Why vacuum is important here

  • Removes air bubbles from the liquid resin before and during pouring

  • Prevents voids and pinholes in the finished part

  • Ensures the material flows into every fine detail of the mold

  • Results in a smooth, bubble-free surface finish

 

Key advantages

  • High detail & surface quality — Can replicate textures as fine as fingerprints

  • Low cost for small runs — Much cheaper than injection molding for prototypes or short production runs (typically 10–50 parts per mold)

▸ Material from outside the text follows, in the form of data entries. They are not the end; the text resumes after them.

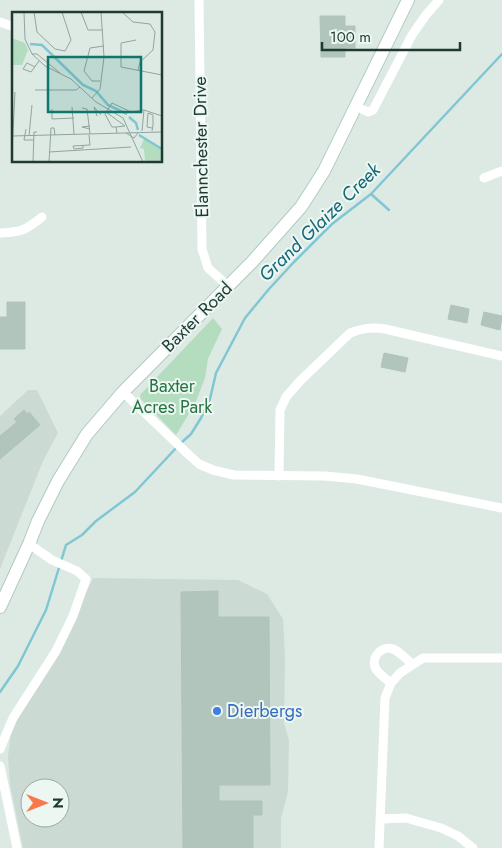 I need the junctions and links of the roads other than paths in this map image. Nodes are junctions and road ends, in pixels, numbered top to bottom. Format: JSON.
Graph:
{"nodes":[{"id":1,"x":200,"y":0,"type":"edge"},
{"id":2,"x":408,"y":0,"type":"edge"},
{"id":3,"x":439,"y":0,"type":"edge"},
{"id":4,"x":0,"y":22,"type":"edge"},
{"id":5,"x":12,"y":26,"type":"edge"},
{"id":6,"x":355,"y":106,"type":"junction"},
{"id":7,"x":502,"y":171,"type":"edge"},
{"id":8,"x":484,"y":178,"type":"dead end"},
{"id":9,"x":42,"y":216,"type":"dead end"},
{"id":10,"x":0,"y":232,"type":"edge"},
{"id":11,"x":227,"y":285,"type":"junction"},
{"id":12,"x":502,"y":356,"type":"edge"},
{"id":13,"x":123,"y":392,"type":"junction"},
{"id":14,"x":279,"y":476,"type":"junction"},
{"id":15,"x":502,"y":508,"type":"edge"},
{"id":16,"x":29,"y":544,"type":"junction"},
{"id":17,"x":0,"y":607,"type":"edge"},
{"id":18,"x":502,"y":658,"type":"edge"},
{"id":19,"x":412,"y":664,"type":"junction"},
{"id":20,"x":391,"y":683,"type":"junction"},
{"id":21,"x":0,"y":749,"type":"edge"},
{"id":22,"x":0,"y":766,"type":"edge"},
{"id":23,"x":381,"y":819,"type":"junction"},
{"id":24,"x":17,"y":848,"type":"edge"},
{"id":25,"x":379,"y":848,"type":"edge"},
{"id":26,"x":473,"y":848,"type":"edge"}],
"edges":[{"from":1,"to":11,"type":"street","name":"Elannchester Drive"},
{"from":2,"to":6,"type":"main road","name":"Baxter Road"},
{"from":3,"to":6,"type":"street"},
{"from":4,"to":5,"type":"street"},
{"from":6,"to":11,"type":"main road","name":"Baxter Road"},
{"from":7,"to":8,"type":"street"},
{"from":9,"to":10,"type":"street"},
{"from":11,"to":13,"type":"main road","name":"Baxter Road"},
{"from":12,"to":14,"type":"street"},
{"from":13,"to":14,"type":"street"},
{"from":13,"to":16,"type":"main road","name":"Baxter Road"},
{"from":14,"to":15,"type":"street"},
{"from":16,"to":17,"type":"main road","name":"Baxter Road"},
{"from":16,"to":21,"type":"street"},
{"from":18,"to":19,"type":"street"},
{"from":19,"to":20,"type":"street"},
{"from":19,"to":20,"type":"street"},
{"from":20,"to":23,"type":"street"},
{"from":22,"to":24,"type":"street"},
{"from":23,"to":25,"type":"street"},
{"from":23,"to":26,"type":"street"}]} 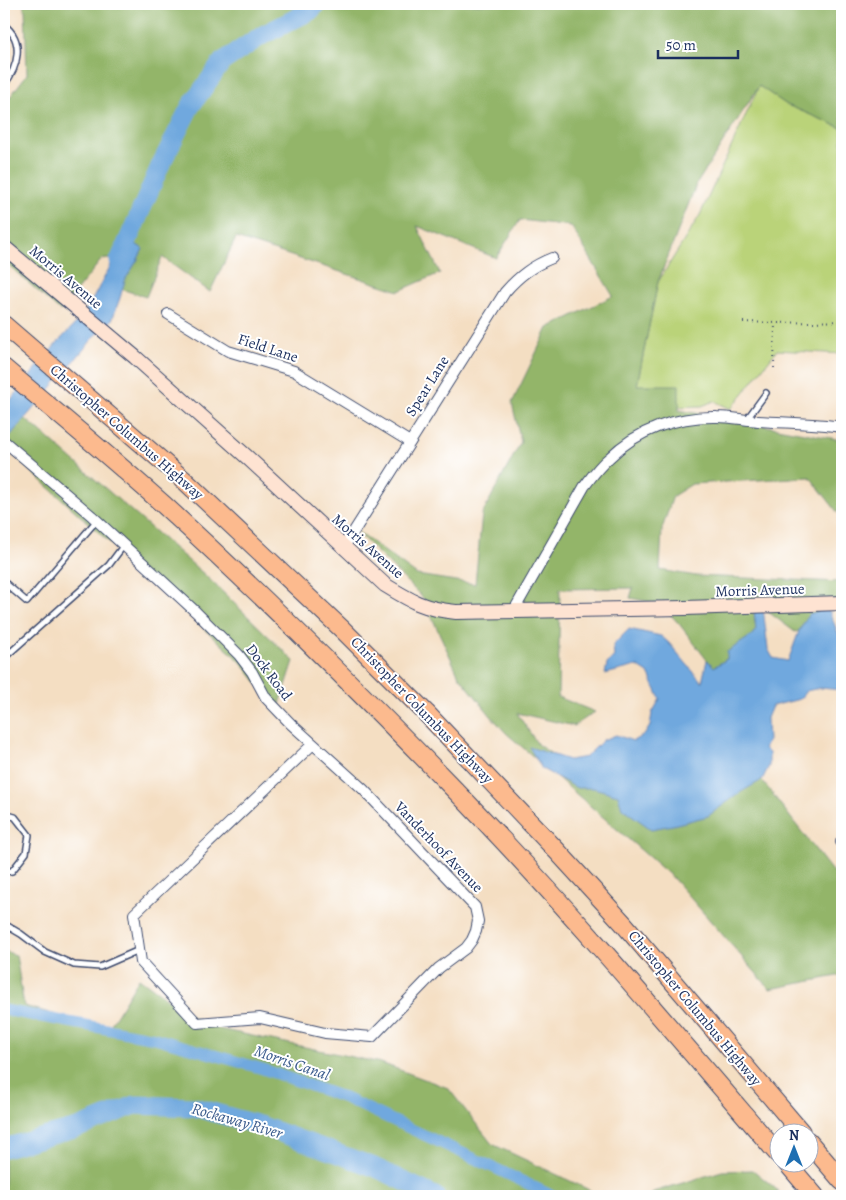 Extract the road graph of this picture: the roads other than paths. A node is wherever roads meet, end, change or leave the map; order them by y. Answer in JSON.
{"nodes":[{"id":1,"x":4,"y":25,"type":"edge"},
{"id":2,"x":4,"y":85,"type":"edge"},
{"id":3,"x":4,"y":246,"type":"edge"},
{"id":4,"x":552,"y":258,"type":"dead end"},
{"id":5,"x":168,"y":314,"type":"dead end"},
{"id":6,"x":4,"y":325,"type":"edge"},
{"id":7,"x":9,"y":372,"type":"edge"},
{"id":8,"x":766,"y":394,"type":"dead end"},
{"id":9,"x":747,"y":420,"type":"junction"},
{"id":10,"x":842,"y":427,"type":"edge"},
{"id":11,"x":410,"y":442,"type":"junction"},
{"id":12,"x":6,"y":443,"type":"edge"},
{"id":13,"x":96,"y":520,"type":"junction"},
{"id":14,"x":124,"y":545,"type":"junction"},
{"id":15,"x":344,"y":547,"type":"junction"},
{"id":16,"x":4,"y":582,"type":"edge"},
{"id":17,"x":842,"y":603,"type":"edge"},
{"id":18,"x":513,"y":612,"type":"junction"},
{"id":19,"x":4,"y":658,"type":"edge"},
{"id":20,"x":314,"y":744,"type":"junction"},
{"id":21,"x":4,"y":814,"type":"edge"},
{"id":22,"x":4,"y":872,"type":"edge"},
{"id":23,"x":4,"y":924,"type":"edge"},
{"id":24,"x":139,"y":950,"type":"junction"},
{"id":25,"x":792,"y":1122,"type":"edge"},
{"id":26,"x":768,"y":1142,"type":"edge"},
{"id":27,"x":818,"y":1152,"type":"edge"},
{"id":28,"x":795,"y":1172,"type":"edge"},
{"id":29,"x":842,"y":1180,"type":"edge"},
{"id":30,"x":815,"y":1196,"type":"edge"}],
"edges":[{"from":1,"to":2,"type":"lane"},
{"from":3,"to":15,"type":"street","name":"Morris Avenue"},
{"from":4,"to":11,"type":"street","name":"Spear Lane"},
{"from":5,"to":11,"type":"street","name":"Field Lane"},
{"from":6,"to":25,"type":"highway","name":"Christopher Columbus Highway"},
{"from":7,"to":26,"type":"highway","name":"Christopher Columbus Highway"},
{"from":8,"to":9,"type":"lane"},
{"from":9,"to":10,"type":"street"},
{"from":9,"to":18,"type":"street"},
{"from":11,"to":15,"type":"street","name":"Spear Lane"},
{"from":12,"to":13,"type":"street","name":"Dock Road"},
{"from":13,"to":14,"type":"street","name":"Dock Road"},
{"from":13,"to":16,"type":"lane"},
{"from":14,"to":19,"type":"lane"},
{"from":14,"to":20,"type":"street","name":"Dock Road"},
{"from":15,"to":18,"type":"street","name":"Morris Avenue"},
{"from":17,"to":18,"type":"street","name":"Morris Avenue"},
{"from":20,"to":24,"type":"street"},
{"from":20,"to":24,"type":"street","name":"Vanderhoof Avenue"},
{"from":21,"to":22,"type":"lane"},
{"from":23,"to":24,"type":"lane"},
{"from":27,"to":29,"type":"highway"},
{"from":28,"to":30,"type":"highway"}]}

  • Material variety — Can simulate rubber, ABS, polypropylene, transparent plastics, and more

  • Fast turnaround — A mold can be made in 1–2 days

 

Common applications

  • Product prototyping and concept models

  • Small-batch production parts

  • Medical device housings

  • Consumer electronics enclosures

  • Automotive interior components

  • Props and special effects

 

Limitations

  • Silicone molds degrade after 20–50 uses

  • Not suitable for high-volume production

  • Part size is limited by the vacuum chamber

  • Material properties don't always perfectly match injection-molded equivalents

 

It's essentially a bridge manufacturing process — sitting between 3D printing (for one-offs) and injection molding (for mass production).